**Required work**. Search the material below for "image" and copy every line where it occurs.
━━ Material supplied ━━
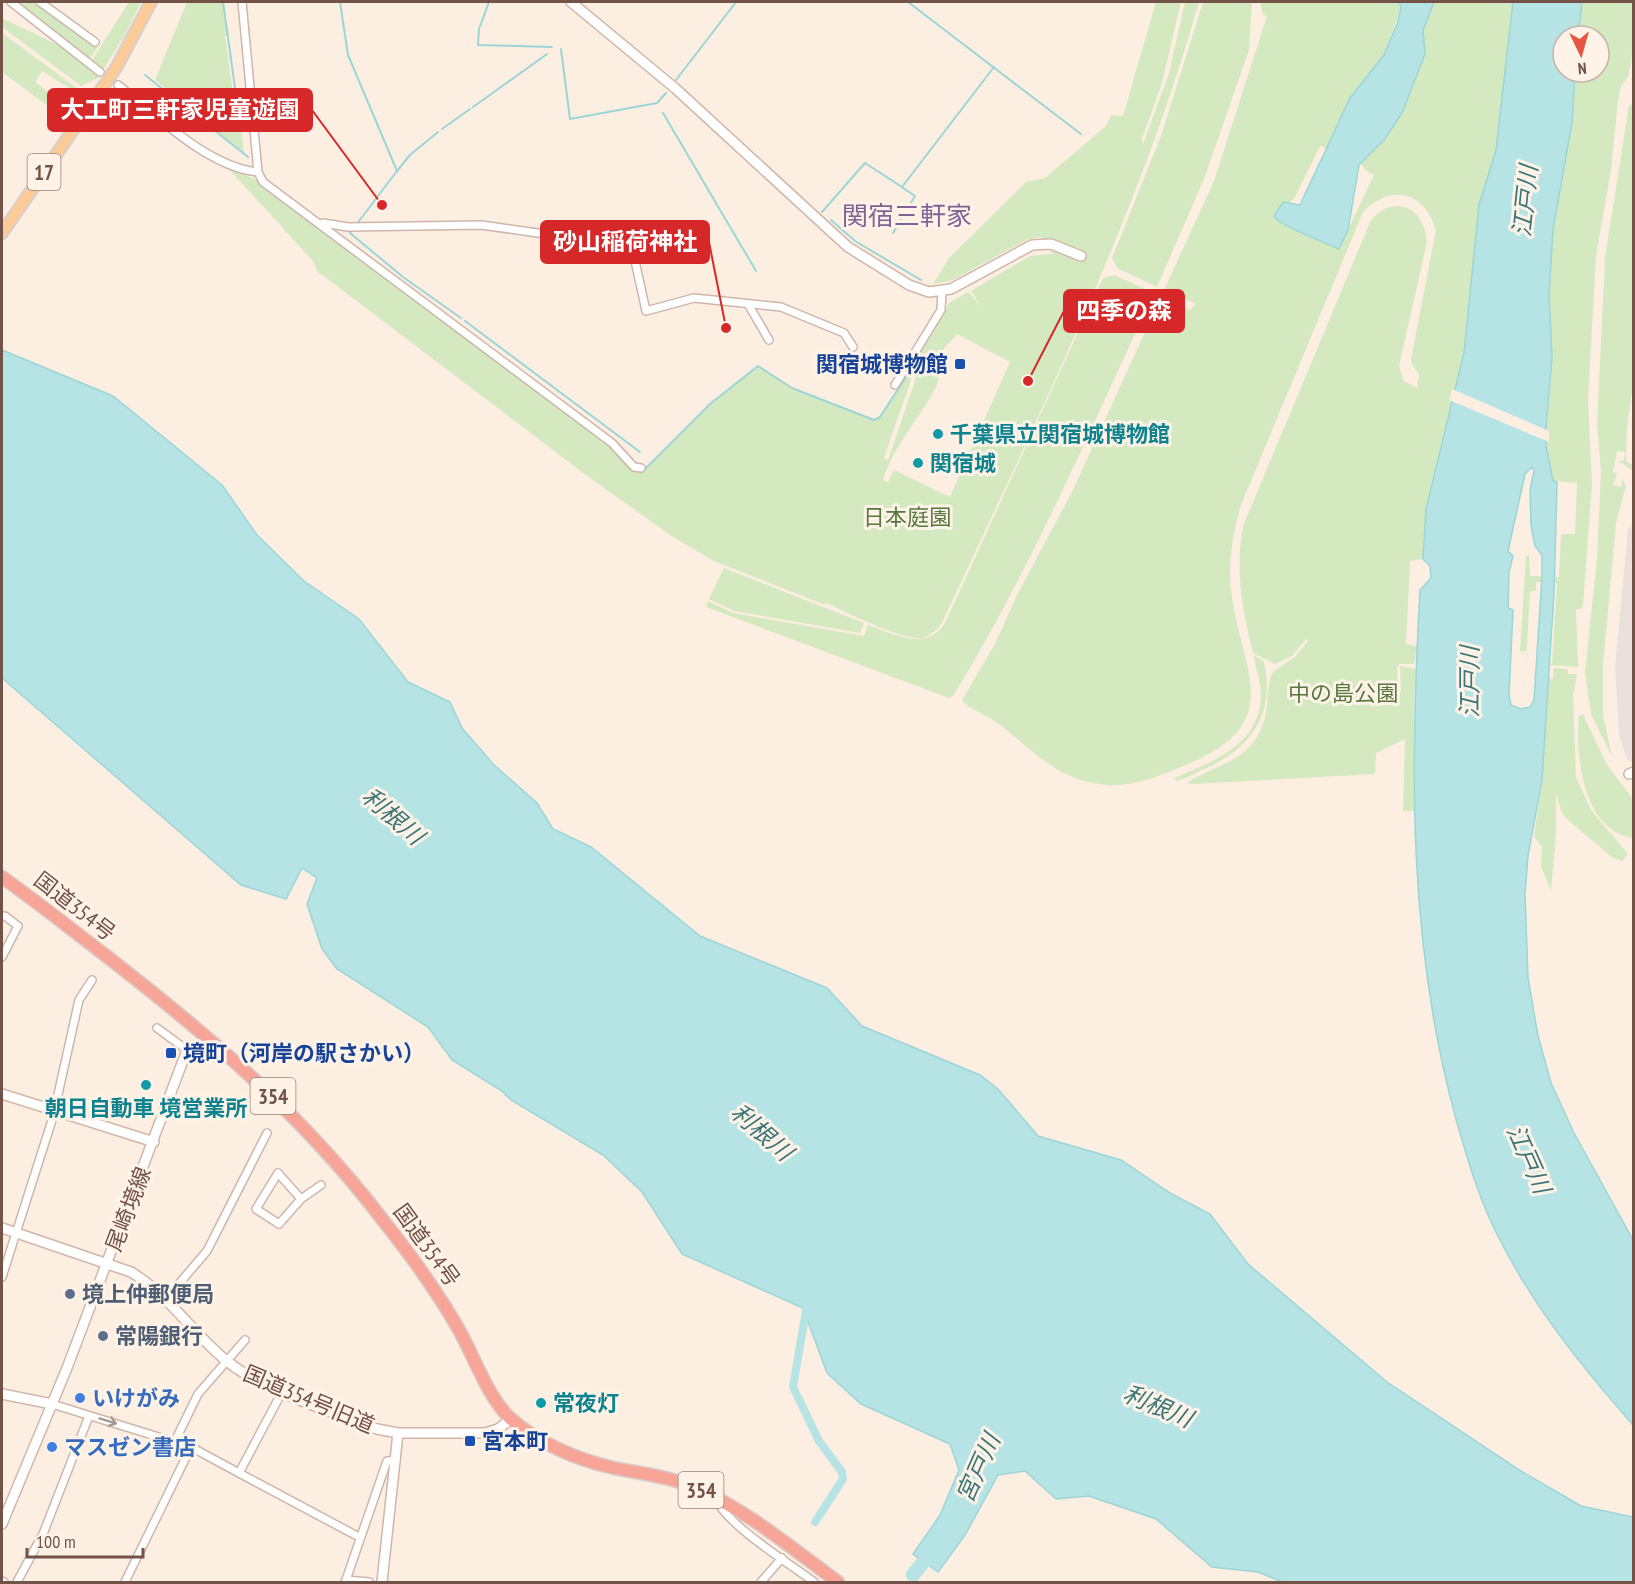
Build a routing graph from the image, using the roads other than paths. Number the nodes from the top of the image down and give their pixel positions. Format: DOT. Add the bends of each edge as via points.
graph roads {
  1 [pos="11,2"];
  2 [pos="40,2"];
  3 [pos="151,2"];
  4 [pos="242,2"];
  5 [pos="571,2"];
  6 [pos="95,42"];
  7 [pos="100,72"];
  8 [pos="118,85"];
  9 [pos="258,172"];
  10 [pos="316,221"];
  11 [pos="2,234"];
  12 [pos="1081,256"];
  13 [pos="942,291"];
  14 [pos="748,304"];
  15 [pos="769,340"];
  16 [pos="853,347"];
  17 [pos="895,385"];
  18 [pos="640,468"];
  19 [pos="2,877"];
  20 [pos="2,916"];
  21 [pos="2,957"];
  22 [pos="92,980"];
  23 [pos="157,1028"];
  24 [pos="187,1050"];
  25 [pos="2,1094"];
  26 [pos="54,1112"];
  27 [pos="267,1133"];
  28 [pos="154,1142"];
  29 [pos="321,1185"];
  30 [pos="301,1199"];
  31 [pos="2,1228"];
  32 [pos="16,1232"];
  33 [pos="107,1262"];
  34 [pos="2,1277"];
  35 [pos="165,1300"];
  36 [pos="245,1340"];
  37 [pos="226,1360"];
  38 [pos="282,1392"];
  39 [pos="2,1394"];
  40 [pos="52,1404"];
  41 [pos="90,1416"];
  42 [pos="511,1419"];
  43 [pos="398,1433"];
  44 [pos="175,1442"];
  45 [pos="191,1447"];
  46 [pos="396,1460"];
  47 [pos="239,1473"];
  48 [pos="715,1498"];
  49 [pos="2,1524"];
  50 [pos="359,1537"];
  51 [pos="782,1558"];
  52 [pos="345,1581"];
  53 [pos="17,1582"];
  54 [pos="125,1582"];
  55 [pos="369,1582"];
  56 [pos="382,1582"];
  57 [pos="761,1582"];
  58 [pos="814,1582"];
  59 [pos="838,1582"];
  1 -- 7 [label="street"];
  2 -- 6 [label="street"];
  3 -- 11 [label="main road, 17" via="124,54"];
  4 -- 9 [label="street"];
  5 -- 13 [label="street" via="676,89 848,247 909,285 929,292"];
  8 -- 9 [label="street" via="211,156"];
  9 -- 10 [label="street" via="270,188"];
  10 -- 14 [label="street" via="348,227 481,225 552,235 626,234 646,311 694,298"];
  10 -- 18 [label="street"];
  12 -- 13 [label="street" via="1051,244 1032,245"];
  13 -- 17 [label="street" via="941,310"];
  14 -- 15 [label="street"];
  14 -- 16 [label="street" via="782,307 808,317 844,333"];
  19 -- 42 [label="highway, 国道354号 / 354" via="201,1030 308,1131 426,1278 461,1333 496,1401"];
  20 -- 21 [label="street" via="18,926"];
  22 -- 26 [label="street" via="79,1000"];
  23 -- 24 [label="street"];
  24 -- 28 [label="street"];
  25 -- 26 [label="street, 尾崎境線"];
  26 -- 28 [label="street, 尾崎境線"];
  26 -- 32 [label="street"];
  27 -- 35 [label="street" via="207,1251"];
  28 -- 33 [label="street, 尾崎境線"];
  29 -- 30 [label="street"];
  30 -- 30 [label="street" via="279,1224 256,1209 278,1173"];
  31 -- 32 [label="street, 国道354号旧道"];
  32 -- 33 [label="street, 国道354号旧道"];
  32 -- 34 [label="street"];
  33 -- 35 [label="street, 国道354号旧道" via="139,1276"];
  33 -- 40 [label="street, 尾崎境線"];
  35 -- 37 [label="street, 国道354号旧道"];
  36 -- 37 [label="street"];
  37 -- 38 [label="street, 国道354号旧道" via="253,1380"];
  37 -- 44 [label="street" via="198,1394"];
  38 -- 43 [label="street, 国道354号旧道" via="377,1429"];
  38 -- 47 [label="street"];
  39 -- 40 [label="street"];
  40 -- 41 [label="street"];
  40 -- 49 [label="street, 尾崎境線"];
  41 -- 44 [label="street, one-way"];
  41 -- 53 [label="street" via="43,1534"];
  42 -- 43 [label="street, 国道354号旧道" via="485,1433"];
  42 -- 48 [label="highway, 国道354号 / 354" via="580,1458 680,1482"];
  43 -- 46 [label="street"];
  44 -- 45 [label="street"];
  45 -- 47 [label="street"];
  45 -- 54 [label="street"];
  46 -- 50 [label="street" via="387,1461"];
  46 -- 56 [label="street"];
  47 -- 50 [label="street"];
  48 -- 51 [label="street" via="733,1520"];
  48 -- 59 [label="highway, 国道354号 / 354"];
  50 -- 52 [label="street"];
  51 -- 57 [label="street"];
  51 -- 58 [label="street"];
  52 -- 55 [label="street"];
}
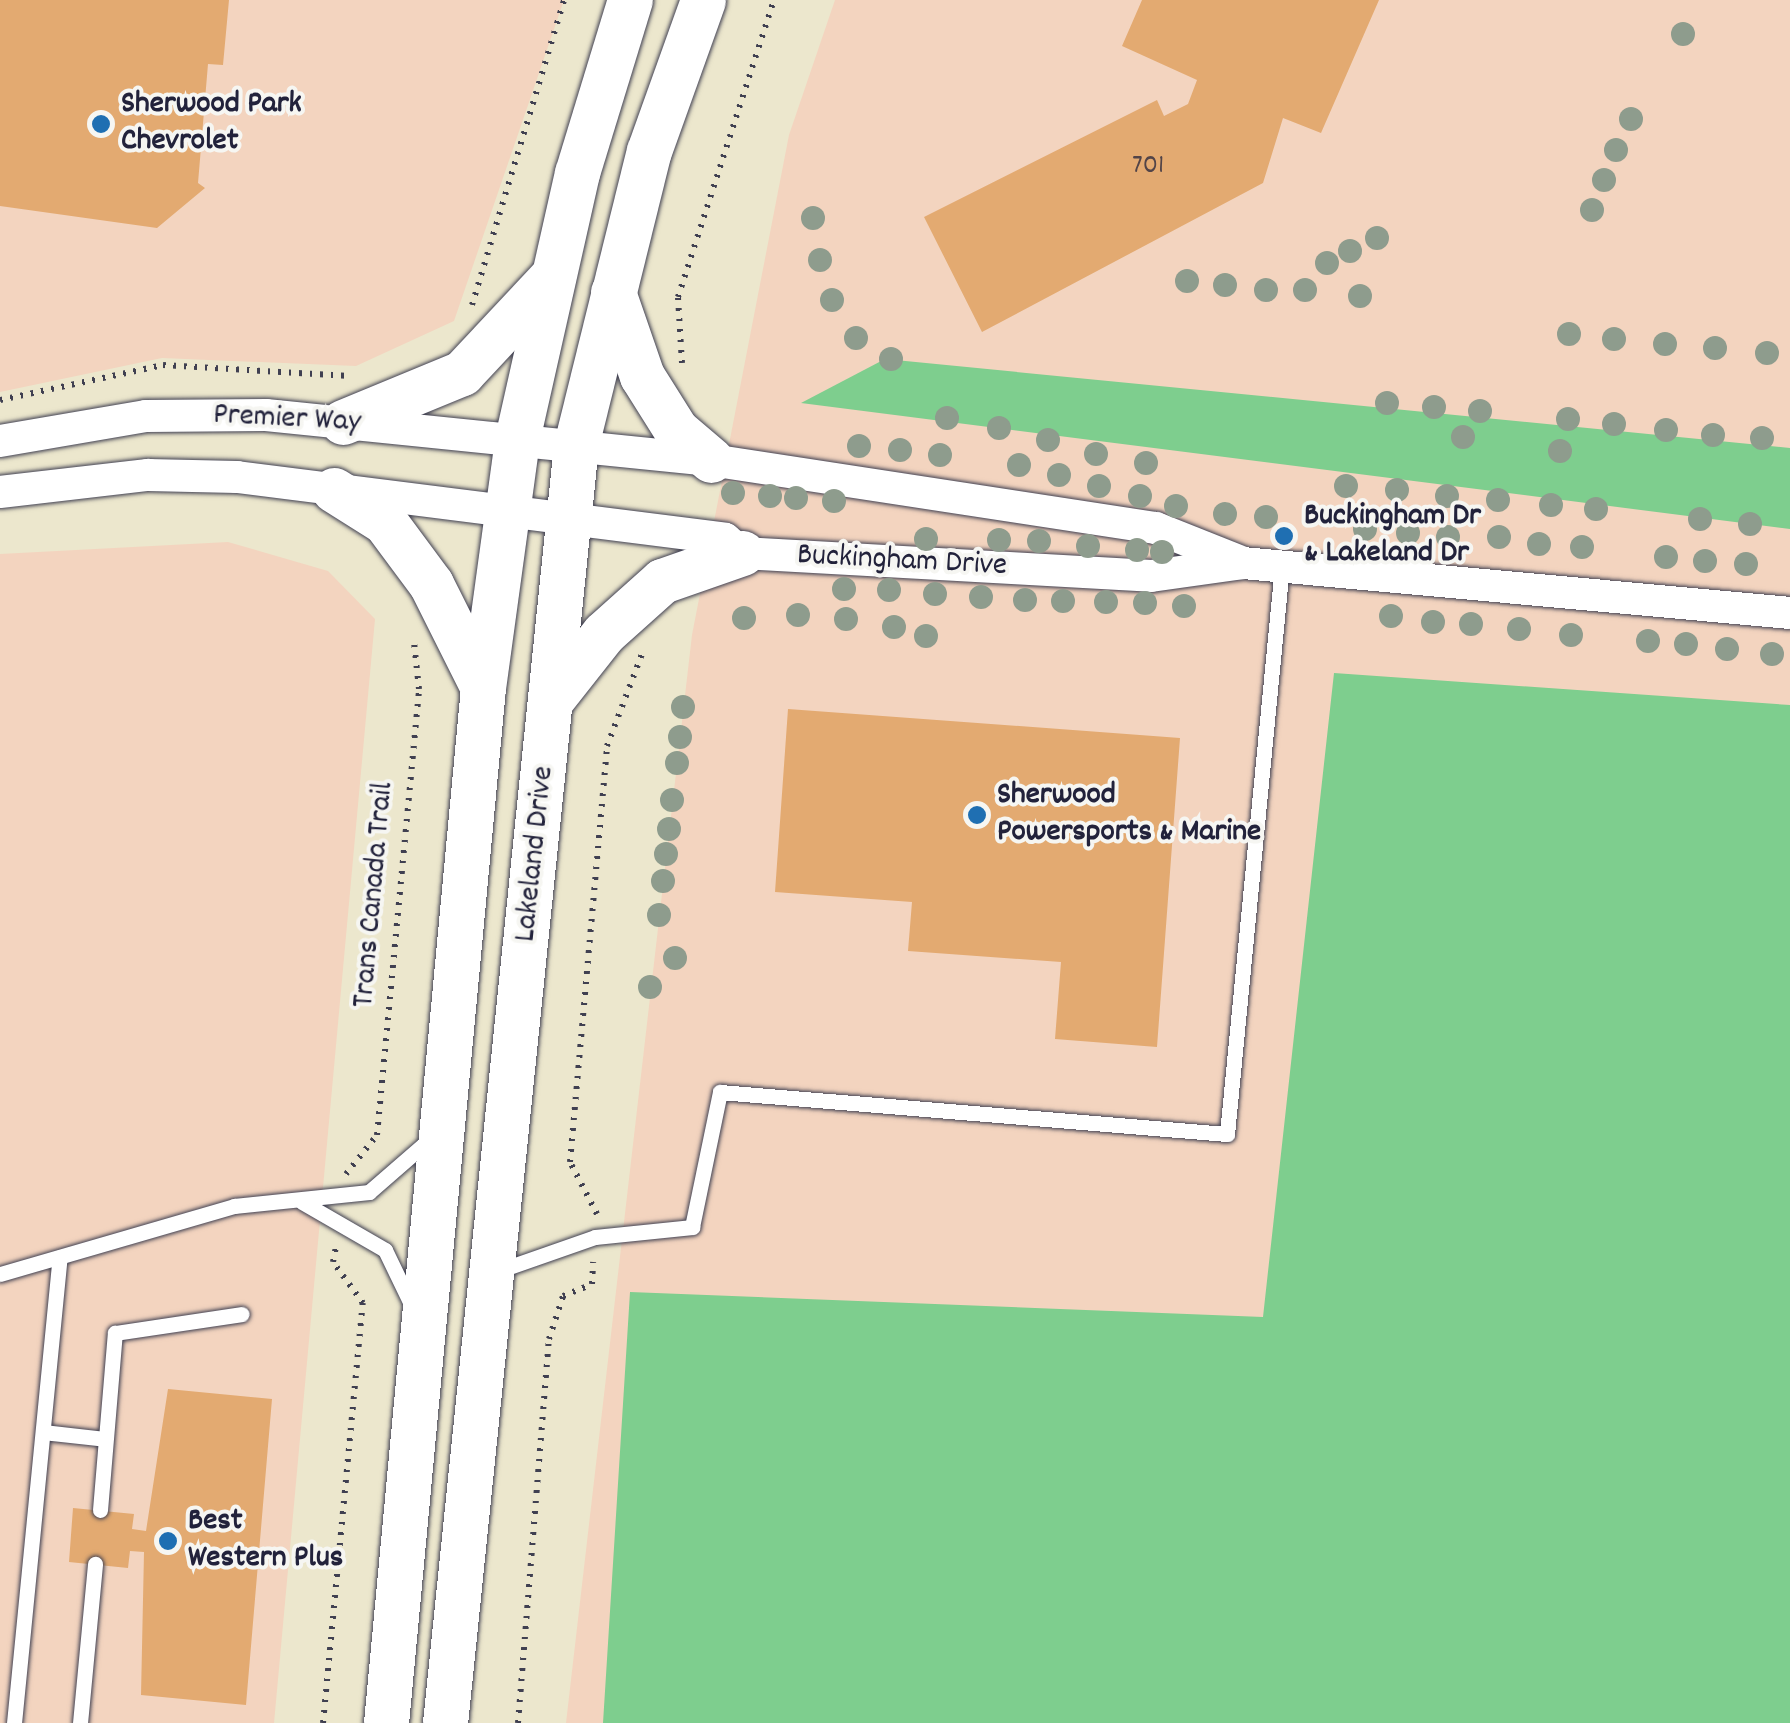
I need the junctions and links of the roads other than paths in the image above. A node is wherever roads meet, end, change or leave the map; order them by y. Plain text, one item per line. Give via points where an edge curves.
1 (630, 0) edge
2 (703, 0) edge
3 (553, 277) junction
4 (612, 292) junction
5 (344, 422) junction
6 (517, 439) junction
7 (0, 441) edge
8 (576, 445) junction
9 (710, 460) junction
10 (334, 490) junction
11 (0, 492) edge
12 (508, 512) junction
13 (566, 520) junction
14 (742, 553) junction
15 (1243, 563) junction
16 (1282, 566) junction
17 (1790, 613) edge
18 (483, 688) junction
19 (551, 700) junction
20 (446, 1124) junction
21 (298, 1200) junction
22 (60, 1257) junction
23 (0, 1274) edge
24 (492, 1274) junction
25 (242, 1314) dead end
26 (425, 1332) junction
27 (43, 1432) junction
28 (106, 1440) junction
29 (100, 1510) dead end
30 (94, 1564) dead end
31 (382, 1713) edge
32 (14, 1723) edge
33 (80, 1723) edge
34 (446, 1723) edge

1 - 3 main road, Lakeland Drive
2 - 4 main road, Lakeland Drive via 649,150
3 - 5 main road via 462,373
3 - 6 main road, Lakeland Drive
4 - 8 main road, Lakeland Drive
4 - 9 main road via 642,376 676,430
5 - 6 street, Premier Way
5 - 7 street, Premier Way via 146,416
6 - 8 street, Premier Way
6 - 12 main road, Lakeland Drive
8 - 9 street, Buckingham Drive
8 - 13 main road, Lakeland Drive
9 - 15 street, Buckingham Drive via 1156,528
10 - 11 street, Premier Way via 148,476
10 - 12 street, Premier Way
10 - 18 main road via 385,522 431,584
12 - 13 street, Premier Way
12 - 18 main road, Lakeland Drive
13 - 14 street, Buckingham Drive via 725,539
13 - 19 main road, Lakeland Drive
14 - 15 street, Buckingham Drive via 1151,576
14 - 19 main road via 662,582 604,633
15 - 16 street, Buckingham Drive
16 - 17 street, Buckingham Drive
16 - 24 lane via 1227,1134 720,1092 692,1227 595,1237
18 - 20 main road, Lakeland Drive
19 - 24 main road, Lakeland Drive
20 - 21 lane via 369,1192
20 - 26 main road, Lakeland Drive
21 - 22 lane via 234,1206
21 - 26 lane via 386,1250
22 - 23 lane
22 - 27 lane
24 - 34 main road, Lakeland Drive
25 - 28 lane via 115,1333
26 - 31 main road, Lakeland Drive
27 - 28 lane
27 - 32 lane
28 - 29 lane
30 - 33 lane

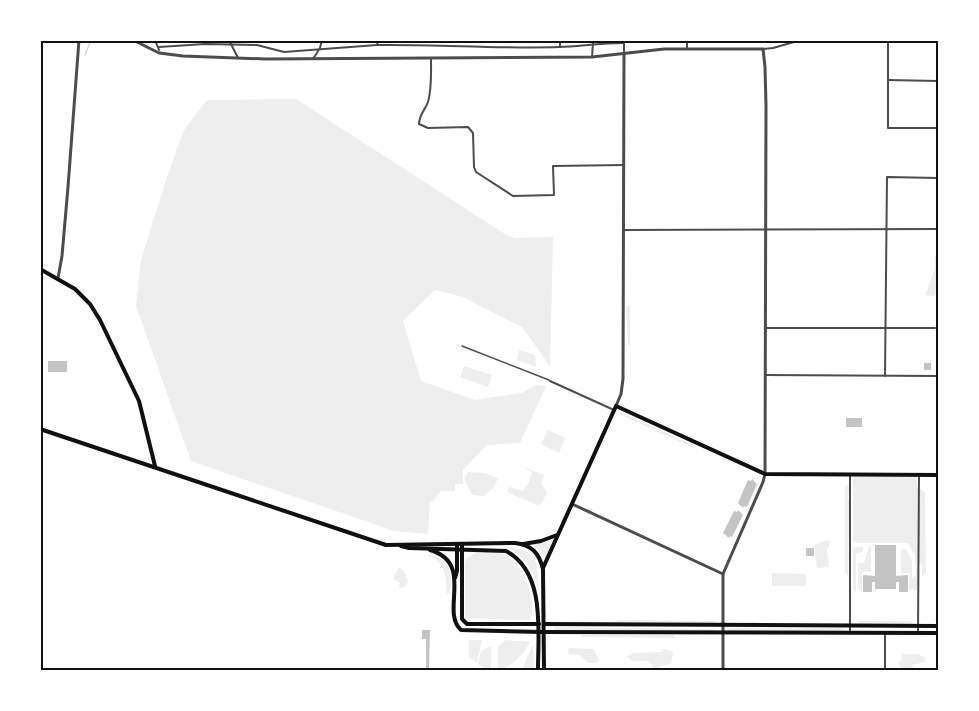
━━━
**Solution to the exercise**.
Build a routing graph from the image, using the roads other than paths. Number the nodes from the top of the image down and give their pixel positions. Format: DOT. Add the bends of each edge as via points.
I need the junctions and links of the roads other than paths in the image above. A node is wherever roads meet, end, change or leave the map; order them by y. Plain text, one item per line. Give via points where an edge curves.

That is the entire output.